## What this task involves
All lines below containing "nodes" are to be listed.

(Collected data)
<<<<

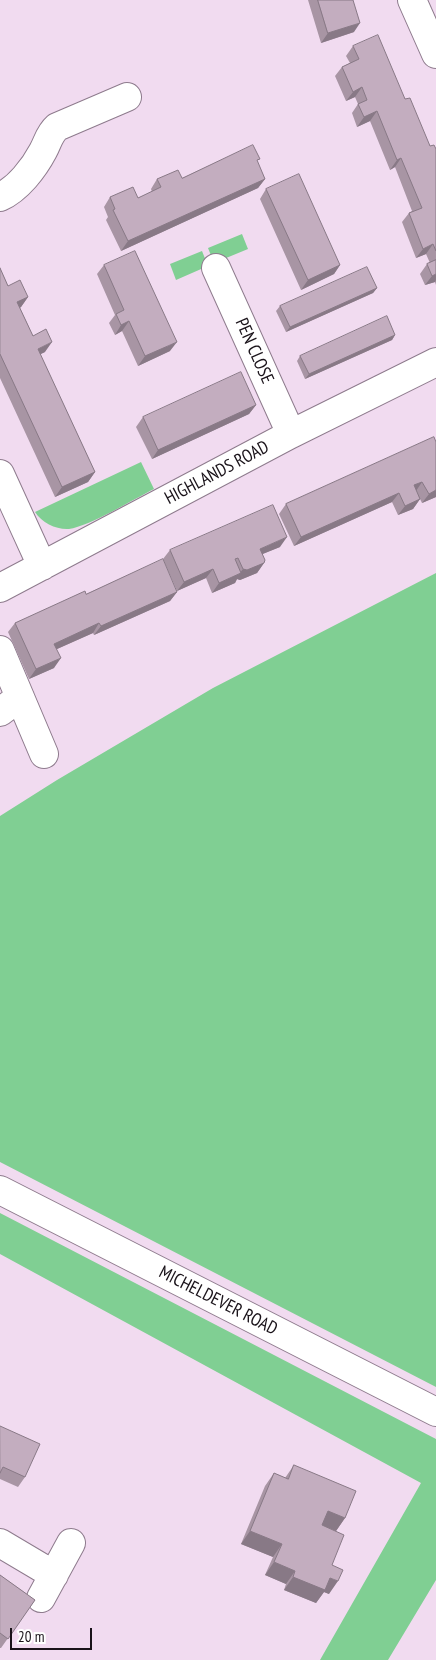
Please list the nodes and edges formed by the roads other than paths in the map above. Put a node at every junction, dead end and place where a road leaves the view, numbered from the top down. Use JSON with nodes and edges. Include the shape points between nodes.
{"nodes":[{"id":1,"x":412,"y":0,"type":"edge"},
{"id":2,"x":436,"y":54,"type":"edge"},
{"id":3,"x":127,"y":96,"type":"dead end"},
{"id":4,"x":0,"y":197,"type":"edge"},
{"id":5,"x":216,"y":268,"type":"dead end"},
{"id":6,"x":436,"y":362,"type":"edge"},
{"id":7,"x":292,"y":434,"type":"junction"},
{"id":8,"x":0,"y":474,"type":"edge"},
{"id":9,"x":42,"y":566,"type":"junction"},
{"id":10,"x":0,"y":588,"type":"edge"},
{"id":11,"x":0,"y":650,"type":"edge"},
{"id":12,"x":10,"y":705,"type":"edge"},
{"id":13,"x":44,"y":754,"type":"dead end"},
{"id":14,"x":0,"y":1190,"type":"edge"},
{"id":15,"x":436,"y":1412,"type":"edge"},
{"id":16,"x":0,"y":1543,"type":"edge"},
{"id":17,"x":71,"y":1543,"type":"dead end"},
{"id":18,"x":54,"y":1575,"type":"junction"},
{"id":19,"x":41,"y":1598,"type":"dead end"}],
"edges":[{"from":1,"to":2,"type":"street"},
{"from":3,"to":4,"type":"street","via":[[57,127],[51,132],[32,169]]},
{"from":5,"to":7,"type":"street","name":"PEN CLOSE"},
{"from":6,"to":7,"type":"street","name":"HIGHLANDS ROAD"},
{"from":7,"to":9,"type":"street","name":"HIGHLANDS ROAD"},
{"from":8,"to":9,"type":"street"},
{"from":9,"to":10,"type":"street","name":"HIGHLANDS ROAD"},
{"from":11,"to":12,"type":"street"},
{"from":12,"to":13,"type":"street"},
{"from":14,"to":15,"type":"street","name":"MICHELDEVER ROAD"},
{"from":16,"to":18,"type":"street"},
{"from":17,"to":18,"type":"street"},
{"from":18,"to":19,"type":"street"}]}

>>>>

## Exercise result
Please list the nodes and edges formed by the roads other than paths in the map above. Put a node at every junction, dead end and place where a road leaves the view, numbered from the top down. Use JSON with nodes and edges. Include the shape points between nodes.
{"nodes":[{"id":1,"x":412,"y":0,"type":"edge"},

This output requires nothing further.